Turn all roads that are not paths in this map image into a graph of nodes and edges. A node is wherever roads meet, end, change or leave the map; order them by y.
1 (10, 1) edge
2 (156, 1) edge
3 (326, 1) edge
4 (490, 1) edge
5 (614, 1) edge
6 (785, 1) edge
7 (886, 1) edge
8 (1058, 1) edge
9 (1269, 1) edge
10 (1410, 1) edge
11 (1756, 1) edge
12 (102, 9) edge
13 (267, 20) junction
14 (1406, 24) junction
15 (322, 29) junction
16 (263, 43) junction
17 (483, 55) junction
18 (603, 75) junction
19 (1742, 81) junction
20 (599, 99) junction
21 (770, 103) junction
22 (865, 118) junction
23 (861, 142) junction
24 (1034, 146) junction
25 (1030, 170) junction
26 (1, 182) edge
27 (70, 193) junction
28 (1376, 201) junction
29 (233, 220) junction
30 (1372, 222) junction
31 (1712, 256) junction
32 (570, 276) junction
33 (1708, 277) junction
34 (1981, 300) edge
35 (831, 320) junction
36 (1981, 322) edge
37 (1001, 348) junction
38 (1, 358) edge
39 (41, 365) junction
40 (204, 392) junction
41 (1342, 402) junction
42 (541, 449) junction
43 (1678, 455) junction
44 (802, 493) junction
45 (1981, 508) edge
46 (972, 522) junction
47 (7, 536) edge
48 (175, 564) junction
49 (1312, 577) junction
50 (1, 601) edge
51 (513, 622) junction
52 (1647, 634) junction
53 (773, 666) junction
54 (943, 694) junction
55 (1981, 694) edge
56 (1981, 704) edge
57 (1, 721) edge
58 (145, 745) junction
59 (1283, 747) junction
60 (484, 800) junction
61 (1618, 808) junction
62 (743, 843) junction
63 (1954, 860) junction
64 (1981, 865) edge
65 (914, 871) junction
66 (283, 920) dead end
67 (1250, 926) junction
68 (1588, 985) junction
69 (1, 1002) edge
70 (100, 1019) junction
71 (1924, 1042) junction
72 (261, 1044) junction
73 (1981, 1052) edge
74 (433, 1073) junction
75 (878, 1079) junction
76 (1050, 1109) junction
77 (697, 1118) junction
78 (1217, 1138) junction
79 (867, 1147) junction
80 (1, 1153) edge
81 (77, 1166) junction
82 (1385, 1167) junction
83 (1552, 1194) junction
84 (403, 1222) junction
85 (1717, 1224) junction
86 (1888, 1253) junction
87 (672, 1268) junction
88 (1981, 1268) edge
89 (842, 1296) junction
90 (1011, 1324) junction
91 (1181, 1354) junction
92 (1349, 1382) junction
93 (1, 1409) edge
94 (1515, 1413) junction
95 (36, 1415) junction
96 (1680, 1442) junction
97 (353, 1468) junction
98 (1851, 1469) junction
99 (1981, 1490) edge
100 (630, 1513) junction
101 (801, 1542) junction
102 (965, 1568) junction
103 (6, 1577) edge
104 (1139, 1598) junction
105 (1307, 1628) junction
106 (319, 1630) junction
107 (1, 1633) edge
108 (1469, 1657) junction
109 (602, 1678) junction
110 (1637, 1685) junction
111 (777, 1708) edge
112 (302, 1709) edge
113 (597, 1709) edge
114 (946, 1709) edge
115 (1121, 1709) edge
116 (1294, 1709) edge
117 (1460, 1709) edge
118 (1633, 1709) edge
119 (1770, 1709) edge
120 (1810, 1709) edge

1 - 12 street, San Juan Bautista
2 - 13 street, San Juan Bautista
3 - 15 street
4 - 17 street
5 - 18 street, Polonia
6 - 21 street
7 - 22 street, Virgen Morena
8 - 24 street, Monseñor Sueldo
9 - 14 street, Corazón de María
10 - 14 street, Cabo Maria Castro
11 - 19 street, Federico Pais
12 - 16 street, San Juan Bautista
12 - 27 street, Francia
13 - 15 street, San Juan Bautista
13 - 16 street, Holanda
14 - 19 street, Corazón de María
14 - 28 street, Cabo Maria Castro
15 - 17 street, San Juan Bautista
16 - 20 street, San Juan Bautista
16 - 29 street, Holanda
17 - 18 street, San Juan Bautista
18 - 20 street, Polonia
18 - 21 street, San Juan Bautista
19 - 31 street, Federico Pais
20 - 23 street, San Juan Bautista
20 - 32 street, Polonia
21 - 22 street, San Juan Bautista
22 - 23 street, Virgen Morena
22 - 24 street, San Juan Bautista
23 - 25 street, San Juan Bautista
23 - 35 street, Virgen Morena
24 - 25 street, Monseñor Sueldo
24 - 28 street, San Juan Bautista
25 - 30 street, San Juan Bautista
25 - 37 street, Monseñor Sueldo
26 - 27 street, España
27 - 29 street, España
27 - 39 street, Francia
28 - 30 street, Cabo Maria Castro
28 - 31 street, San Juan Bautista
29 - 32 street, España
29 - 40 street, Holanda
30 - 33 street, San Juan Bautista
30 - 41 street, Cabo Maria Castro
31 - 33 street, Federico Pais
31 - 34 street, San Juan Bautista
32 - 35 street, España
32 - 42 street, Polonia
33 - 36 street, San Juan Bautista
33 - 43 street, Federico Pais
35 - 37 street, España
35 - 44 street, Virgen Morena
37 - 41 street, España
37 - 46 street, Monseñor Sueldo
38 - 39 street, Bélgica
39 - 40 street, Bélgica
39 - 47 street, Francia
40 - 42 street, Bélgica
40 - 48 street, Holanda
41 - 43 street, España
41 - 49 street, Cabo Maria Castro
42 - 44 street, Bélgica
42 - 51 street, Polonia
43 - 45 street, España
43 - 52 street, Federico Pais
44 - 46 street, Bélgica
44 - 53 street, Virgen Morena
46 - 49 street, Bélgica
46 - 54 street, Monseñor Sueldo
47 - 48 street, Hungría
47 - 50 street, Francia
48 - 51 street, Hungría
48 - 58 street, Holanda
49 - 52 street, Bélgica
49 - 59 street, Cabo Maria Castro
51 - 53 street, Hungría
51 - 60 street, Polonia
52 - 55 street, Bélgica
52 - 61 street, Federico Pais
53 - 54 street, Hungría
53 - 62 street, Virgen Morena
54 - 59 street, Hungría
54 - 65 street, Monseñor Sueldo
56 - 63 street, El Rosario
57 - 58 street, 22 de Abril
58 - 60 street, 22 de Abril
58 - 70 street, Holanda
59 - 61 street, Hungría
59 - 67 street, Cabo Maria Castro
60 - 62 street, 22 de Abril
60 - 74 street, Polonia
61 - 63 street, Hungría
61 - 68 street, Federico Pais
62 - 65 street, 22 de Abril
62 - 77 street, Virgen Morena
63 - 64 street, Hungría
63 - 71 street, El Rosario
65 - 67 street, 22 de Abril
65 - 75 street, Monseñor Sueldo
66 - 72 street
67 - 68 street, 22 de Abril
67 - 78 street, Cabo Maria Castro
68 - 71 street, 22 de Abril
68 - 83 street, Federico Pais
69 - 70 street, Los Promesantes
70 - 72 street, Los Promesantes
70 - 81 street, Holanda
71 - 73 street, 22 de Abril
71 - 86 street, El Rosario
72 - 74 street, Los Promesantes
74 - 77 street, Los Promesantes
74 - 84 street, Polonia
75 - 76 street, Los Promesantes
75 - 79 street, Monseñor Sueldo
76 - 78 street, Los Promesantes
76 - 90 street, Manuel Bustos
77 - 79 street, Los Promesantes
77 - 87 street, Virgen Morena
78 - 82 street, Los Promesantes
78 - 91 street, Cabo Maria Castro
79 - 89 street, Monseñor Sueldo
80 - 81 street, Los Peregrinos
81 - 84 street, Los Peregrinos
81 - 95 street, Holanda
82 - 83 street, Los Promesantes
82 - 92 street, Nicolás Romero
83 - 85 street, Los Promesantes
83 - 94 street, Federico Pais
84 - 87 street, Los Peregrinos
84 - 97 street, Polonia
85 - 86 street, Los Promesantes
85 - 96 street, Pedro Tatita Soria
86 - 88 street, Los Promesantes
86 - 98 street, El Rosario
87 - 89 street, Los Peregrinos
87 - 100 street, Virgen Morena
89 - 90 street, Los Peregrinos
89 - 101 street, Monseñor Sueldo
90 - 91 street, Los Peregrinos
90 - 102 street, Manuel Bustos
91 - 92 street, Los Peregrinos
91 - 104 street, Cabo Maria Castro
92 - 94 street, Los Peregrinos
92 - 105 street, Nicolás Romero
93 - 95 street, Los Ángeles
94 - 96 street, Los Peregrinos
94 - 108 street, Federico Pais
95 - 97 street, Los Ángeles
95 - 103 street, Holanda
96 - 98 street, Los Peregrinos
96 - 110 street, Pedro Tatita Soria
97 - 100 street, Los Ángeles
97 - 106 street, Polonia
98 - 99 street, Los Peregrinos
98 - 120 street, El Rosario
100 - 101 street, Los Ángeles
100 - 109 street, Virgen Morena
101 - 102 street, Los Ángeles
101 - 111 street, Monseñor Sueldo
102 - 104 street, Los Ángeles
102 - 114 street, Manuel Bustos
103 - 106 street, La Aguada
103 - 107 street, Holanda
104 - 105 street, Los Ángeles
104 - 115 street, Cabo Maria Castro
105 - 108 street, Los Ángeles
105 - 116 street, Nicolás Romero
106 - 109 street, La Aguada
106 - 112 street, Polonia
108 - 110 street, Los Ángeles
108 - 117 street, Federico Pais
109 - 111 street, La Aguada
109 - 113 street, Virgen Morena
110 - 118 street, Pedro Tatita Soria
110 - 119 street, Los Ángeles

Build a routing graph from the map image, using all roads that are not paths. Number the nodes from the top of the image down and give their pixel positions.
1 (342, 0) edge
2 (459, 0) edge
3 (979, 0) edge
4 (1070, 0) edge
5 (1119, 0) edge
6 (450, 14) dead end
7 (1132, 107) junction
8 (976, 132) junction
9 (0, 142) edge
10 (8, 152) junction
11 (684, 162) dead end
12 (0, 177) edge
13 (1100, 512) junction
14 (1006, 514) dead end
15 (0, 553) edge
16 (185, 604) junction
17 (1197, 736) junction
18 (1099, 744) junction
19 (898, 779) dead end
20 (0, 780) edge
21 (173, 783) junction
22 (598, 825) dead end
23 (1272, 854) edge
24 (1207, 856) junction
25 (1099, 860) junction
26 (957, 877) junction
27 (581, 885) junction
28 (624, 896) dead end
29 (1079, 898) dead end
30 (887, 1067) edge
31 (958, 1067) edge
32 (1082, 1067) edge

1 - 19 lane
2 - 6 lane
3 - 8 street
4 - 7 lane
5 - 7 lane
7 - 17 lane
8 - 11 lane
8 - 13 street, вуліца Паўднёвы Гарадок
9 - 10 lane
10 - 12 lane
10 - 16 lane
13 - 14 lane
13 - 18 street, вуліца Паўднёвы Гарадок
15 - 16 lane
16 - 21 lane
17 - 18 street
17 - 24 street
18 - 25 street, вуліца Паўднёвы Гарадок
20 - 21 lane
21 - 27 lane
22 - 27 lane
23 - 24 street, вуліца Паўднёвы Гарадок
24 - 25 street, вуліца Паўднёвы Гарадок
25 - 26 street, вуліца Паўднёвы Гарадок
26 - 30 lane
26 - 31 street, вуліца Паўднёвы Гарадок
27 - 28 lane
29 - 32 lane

Work order ->
In the listing above, locate each line with "Corazón" and copy it.

Answer section ->
9 - 14 street, Corazón de María
14 - 19 street, Corazón de María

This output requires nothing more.